_Task statement_: The records that follow are to be copied word for word. Pictures should be omitted.

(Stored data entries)
▼▼▼

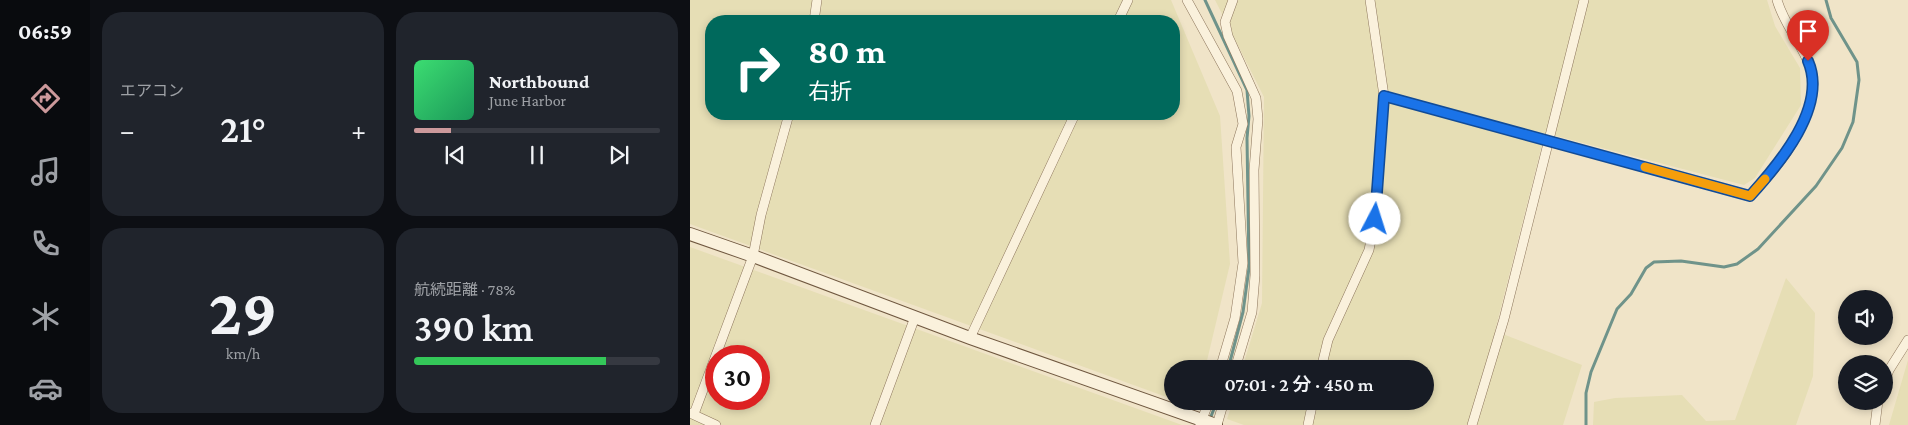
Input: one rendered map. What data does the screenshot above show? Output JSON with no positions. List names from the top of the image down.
{
  "page": {
    "tabs": "06:59",
    "tile": [
      "エアコン",
      ["29", "km/h"],
      ["航続距離 · 78%", "390 km"]
    ],
    "turn": ["80 m", "右折"],
    "song": ["Northbound", "June Harbor"],
    "heat": ["−", "21°", "+"],
    "limit": "30",
    "trip": "07:01 · 2 分 · 450 m"
  }
}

▲▲▲

_Result_:
Input: one rendered map. What data does the screenshot above show? Output JSON with no positions. List names from the top of the image down.
{
  "page": {
    "tabs": "06:59",
    "tile": [
      "エアコン",
      ["29", "km/h"],
      ["航続距離 · 78%", "390 km"]
    ],
    "turn": ["80 m", "右折"],
    "song": ["Northbound", "June Harbor"],
    "heat": ["−", "21°", "+"],
    "limit": "30",
    "trip": "07:01 · 2 分 · 450 m"
  }
}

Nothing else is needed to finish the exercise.